That technique is problematic for several reasons. For one, it’s expensive, which means that it isn’t accessible in the poorer rural areas of the world where the majority of snake bites occur. It also needs to be refrigerated, making storage and shipping tricky, and most antivenoms are only effective against bites from a single species of snake. The UCI team says their synthetic solution could solve all of these issues.
“Current antivenom is very specific to certain snake types,” says Jeffrey O’Brien, lead author of the study. “Ours seems to show broad-spectrum ability to stop cell destruction across species on many continents, and that is quite a big deal. Our treatment costs pennies on the dollar and, unlike the current one, requires no refrigeration. It feels pretty great to think this could save lives.”

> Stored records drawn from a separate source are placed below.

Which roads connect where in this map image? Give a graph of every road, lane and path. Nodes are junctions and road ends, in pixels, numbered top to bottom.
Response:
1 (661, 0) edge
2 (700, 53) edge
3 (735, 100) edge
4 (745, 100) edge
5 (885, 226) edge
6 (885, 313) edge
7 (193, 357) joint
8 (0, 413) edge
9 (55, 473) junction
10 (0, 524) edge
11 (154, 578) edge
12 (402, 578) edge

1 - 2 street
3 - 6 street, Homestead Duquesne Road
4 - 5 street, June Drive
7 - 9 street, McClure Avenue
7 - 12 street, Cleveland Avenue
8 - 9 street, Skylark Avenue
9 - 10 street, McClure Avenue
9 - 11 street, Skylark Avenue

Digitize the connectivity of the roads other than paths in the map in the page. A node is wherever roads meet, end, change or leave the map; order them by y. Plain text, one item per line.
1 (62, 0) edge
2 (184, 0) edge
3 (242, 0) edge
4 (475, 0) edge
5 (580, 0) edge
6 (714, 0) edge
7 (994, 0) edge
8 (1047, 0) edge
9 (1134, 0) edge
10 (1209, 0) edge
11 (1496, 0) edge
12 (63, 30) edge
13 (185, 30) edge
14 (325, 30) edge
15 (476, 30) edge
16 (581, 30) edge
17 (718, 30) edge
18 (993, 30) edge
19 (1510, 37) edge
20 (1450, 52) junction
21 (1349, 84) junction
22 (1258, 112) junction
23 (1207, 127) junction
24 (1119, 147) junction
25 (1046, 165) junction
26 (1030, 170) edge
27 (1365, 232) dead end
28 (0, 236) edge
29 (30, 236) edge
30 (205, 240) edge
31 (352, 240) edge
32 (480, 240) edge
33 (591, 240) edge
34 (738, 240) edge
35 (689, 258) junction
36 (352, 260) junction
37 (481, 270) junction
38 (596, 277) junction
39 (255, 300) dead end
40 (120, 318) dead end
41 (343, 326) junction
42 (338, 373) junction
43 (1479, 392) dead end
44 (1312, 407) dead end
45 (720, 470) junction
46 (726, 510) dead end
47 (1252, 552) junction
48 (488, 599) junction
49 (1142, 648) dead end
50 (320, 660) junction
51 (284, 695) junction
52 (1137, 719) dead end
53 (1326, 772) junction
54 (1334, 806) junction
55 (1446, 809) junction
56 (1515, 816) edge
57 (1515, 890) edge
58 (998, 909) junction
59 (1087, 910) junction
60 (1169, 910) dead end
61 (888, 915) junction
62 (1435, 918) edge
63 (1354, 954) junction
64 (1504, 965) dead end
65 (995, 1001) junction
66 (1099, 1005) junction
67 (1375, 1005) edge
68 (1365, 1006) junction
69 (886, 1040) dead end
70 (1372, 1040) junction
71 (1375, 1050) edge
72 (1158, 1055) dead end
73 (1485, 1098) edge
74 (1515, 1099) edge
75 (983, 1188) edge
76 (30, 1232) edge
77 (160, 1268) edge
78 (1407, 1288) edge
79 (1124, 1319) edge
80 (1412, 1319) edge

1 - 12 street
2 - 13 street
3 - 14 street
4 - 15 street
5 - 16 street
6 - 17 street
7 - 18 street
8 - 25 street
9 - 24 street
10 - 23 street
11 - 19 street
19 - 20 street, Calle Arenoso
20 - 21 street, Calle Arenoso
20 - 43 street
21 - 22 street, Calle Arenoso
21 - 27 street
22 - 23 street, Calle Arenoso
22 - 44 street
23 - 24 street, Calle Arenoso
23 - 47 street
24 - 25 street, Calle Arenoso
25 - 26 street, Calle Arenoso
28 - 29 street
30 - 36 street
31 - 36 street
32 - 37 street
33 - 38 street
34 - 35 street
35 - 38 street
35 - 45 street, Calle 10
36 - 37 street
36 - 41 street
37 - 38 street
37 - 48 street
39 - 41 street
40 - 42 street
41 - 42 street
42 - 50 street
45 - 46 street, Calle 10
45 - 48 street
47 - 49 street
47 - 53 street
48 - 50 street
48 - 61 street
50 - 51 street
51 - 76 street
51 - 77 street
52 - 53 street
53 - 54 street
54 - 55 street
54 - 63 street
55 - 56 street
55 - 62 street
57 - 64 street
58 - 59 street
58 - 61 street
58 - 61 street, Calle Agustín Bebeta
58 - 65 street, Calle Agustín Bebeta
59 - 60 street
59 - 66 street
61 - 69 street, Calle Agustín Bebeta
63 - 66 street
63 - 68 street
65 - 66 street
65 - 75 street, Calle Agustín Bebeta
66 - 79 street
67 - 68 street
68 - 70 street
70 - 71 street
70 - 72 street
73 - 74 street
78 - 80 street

The team’s treatment, which they call a “nanodote,” is built around a specially-designed polymer nanogel. When injected, nanoparticles in the material absorb the venom by binding to certain protein toxins that are common to several species of deadly snakes. These particles sequester and neutralize the toxins, keeping the poison from attacking red blood cells and causing the serious hemorrhaging that can sometimes be fatal.
Since the nanodote ingredients are easy to obtain, it’s much cheaper to produce than the current antidotes, and can sit unrefrigerated for much longer. That means it could be shipped at low-cost to remote areas as part of a standard medical package to treat bites from a variety of snake species.